Nucleoside triphosphate binding to DNA polymerase III holoenzyme of Escherichia coli. A direct photoaffinity labeling study.

The physical basis of ATP binding and activation of DNA polymerase III holoenzyme was studied by an ultraviolet irradiation cross-linking technique. ATP and dATP were photocrosslinked to the alpha, tau, gamma, and delta subunits of holoenzyme; photocrosslinking of dATP was competitively inhibited by ATP. No photocrosslinking was observed with GTP or CTP, nor did GTP, CTP, or UTP inhibit cross-linking of ATP. ADP and adenosine 5'-O-(3-thio)-triphosphate, both potent inhibitors of ATP activation of holoenzyme, inhibited cross-linking of ATP to tau, gamma, and delta subunits, but not to the alpha subunit, suggesting that one or more of these subunits are ATP (or dATP)-binding sites.
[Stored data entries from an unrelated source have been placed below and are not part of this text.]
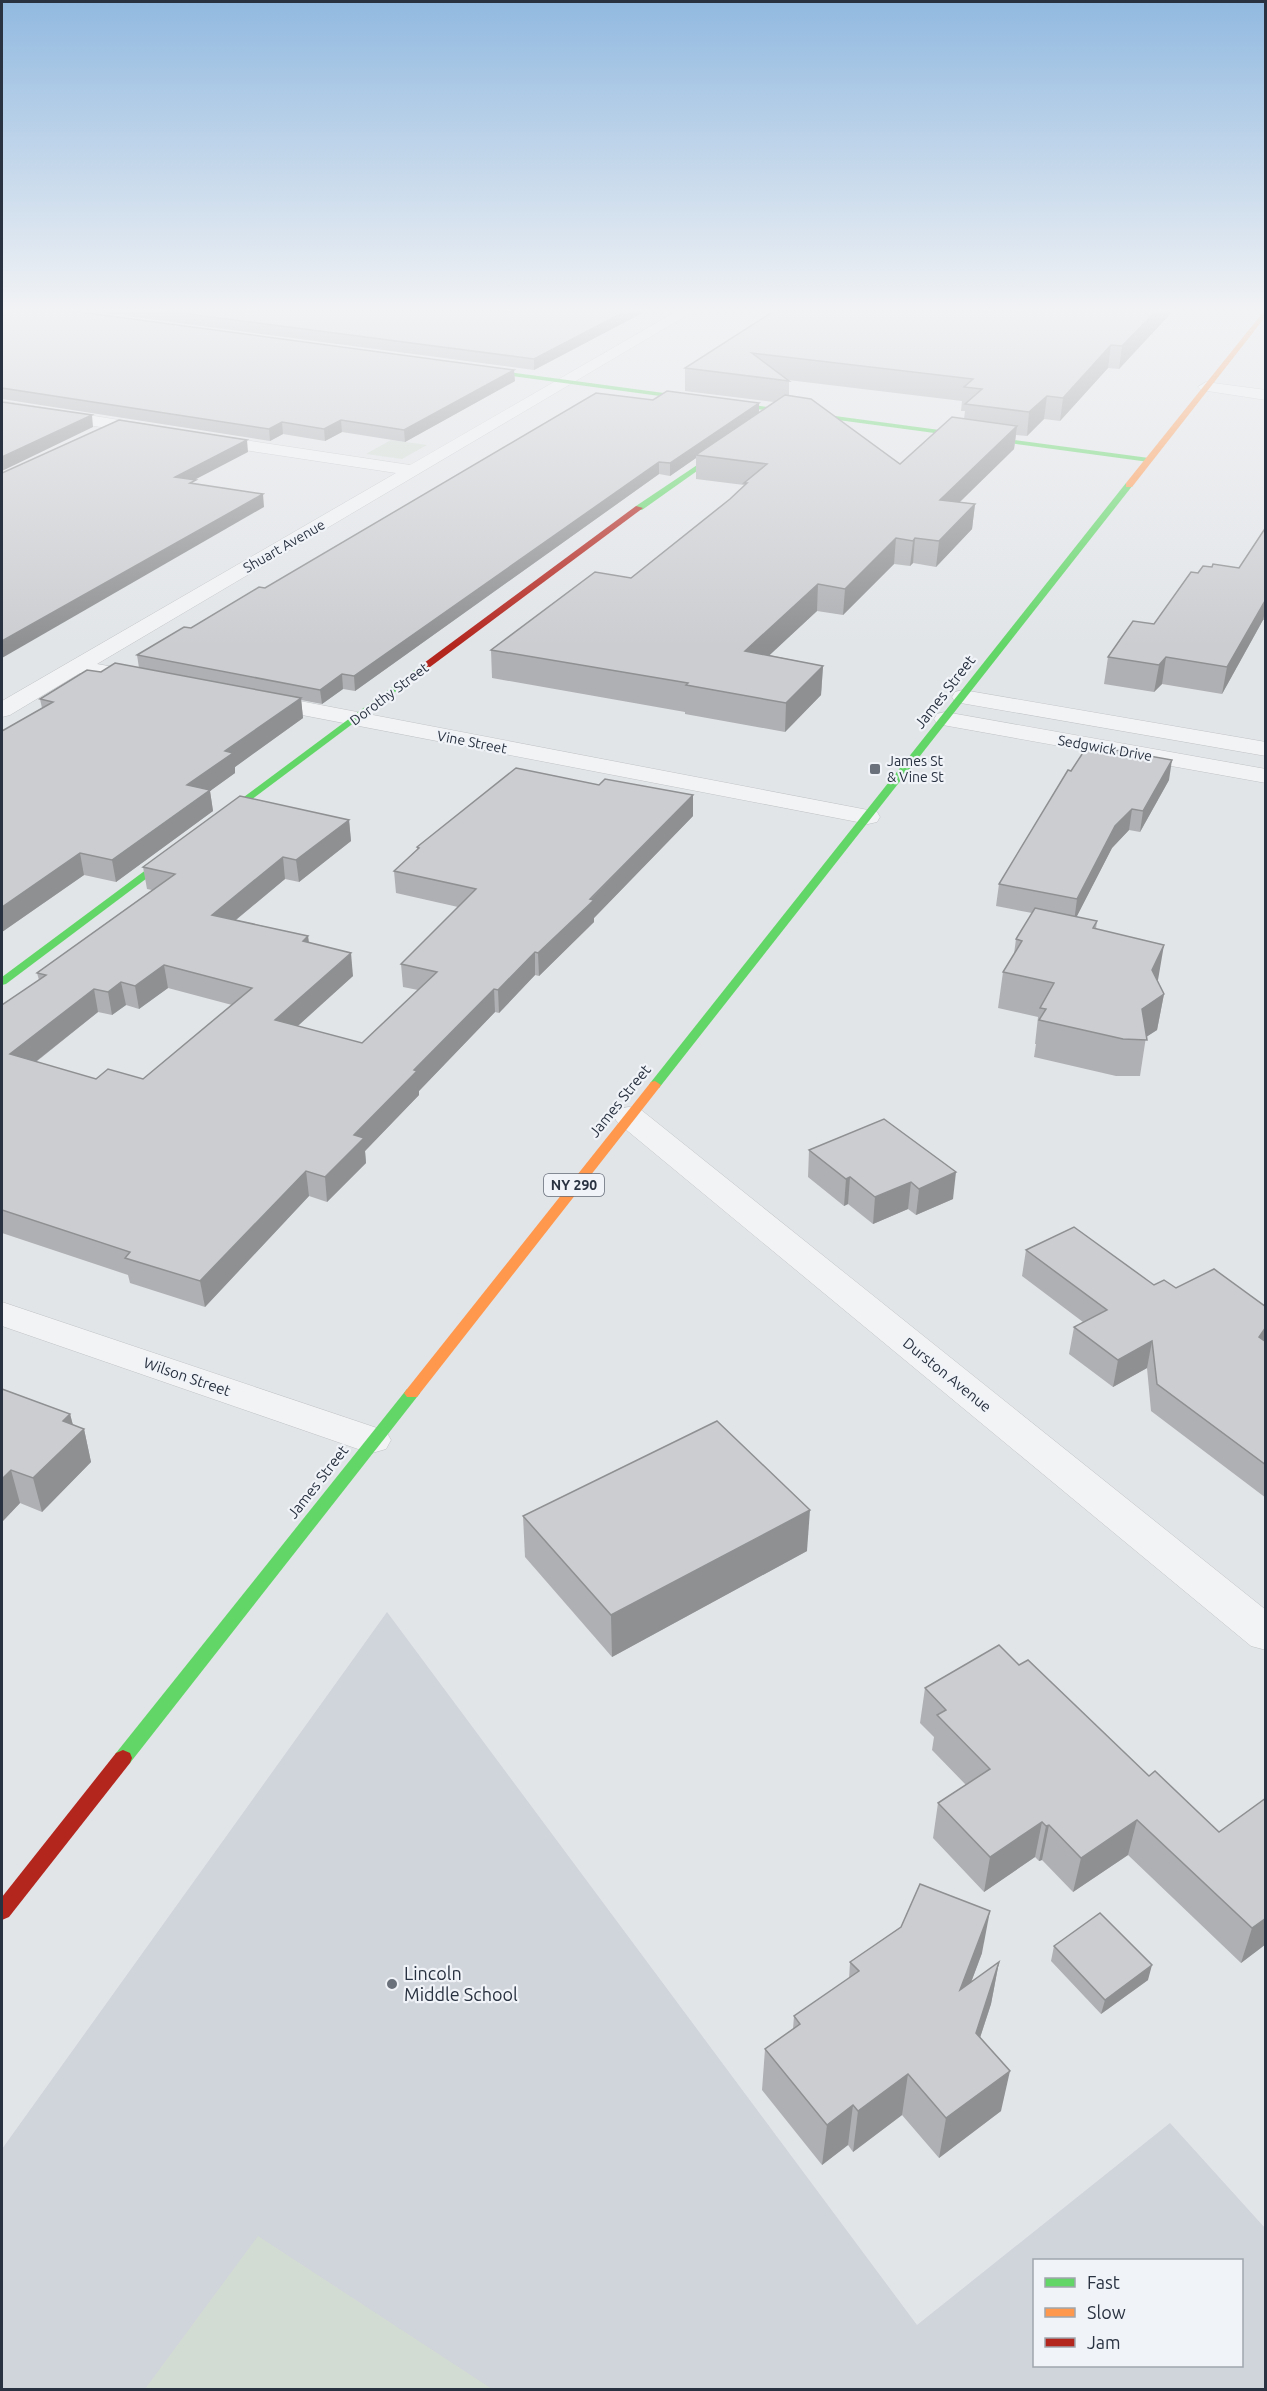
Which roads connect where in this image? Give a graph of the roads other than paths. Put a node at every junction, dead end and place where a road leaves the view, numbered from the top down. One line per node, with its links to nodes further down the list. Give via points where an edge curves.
1 (102, 423): 5 (street)
2 (496, 423): 9 (street, Shuart Avenue)
3 (873, 423): 8 (main road)
4 (1178, 423): 8 (main road, James Street / NY 290)
5 (117, 425): 7 (street); 9 (street)
6 (747, 433): 16 (main road, Dorothy Street, via 637,509)
7 (89, 438)
8 (1149, 460): 13 (main road, James Street / NY 290)
9 (412, 471): 10 (street, Shuart Avenue)
10 (76, 666): 11 (street); 14 (street, Shuart Avenue)
11 (170, 684)
12 (240, 696): 16 (street, Vine Street)
13 (963, 697): 15 (main road, James Street / NY 290); 17 (street, Sedgwick Drive)
14 (2, 710)
15 (945, 719): 19 (street, Sedgwick Drive); 21 (main road, James Street / NY 290)
16 (355, 720): 21 (street, Vine Street); 22 (main road, Dorothy Street)
17 (1241, 744): 18 (street, Sedgwick Drive); 19 (street)
18 (1266, 748)
19 (1232, 770): 20 (street, Sedgwick Drive)
20 (1266, 776)
21 (868, 816): 23 (main road, James Street / NY 290)
22 (2, 982)
23 (629, 1116): 25 (main road, James Street / NY 290); 26 (street, Durston Avenue)
24 (2, 1314): 25 (street, Wilson Street)
25 (372, 1440): 27 (main road, James Street / NY 290)
26 (1266, 1634)
27 (2, 1911)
Photocrosslinking of dTTP to the ATP-activated holoenzyme was exclusively to the epsilon subunit, the dnaQ ( mutD ) gene product; dCTP and dGTP were not photocrosslinked to any subunit. Binding of dTTP was enhanced by ATP, but by no other nucleotide (or deoxynucleotide). This binding of dTTP to epsilon, a subunit likely responsible for regulation of proofreading by the holoenzyme, may function in the control of the fidelity of replication.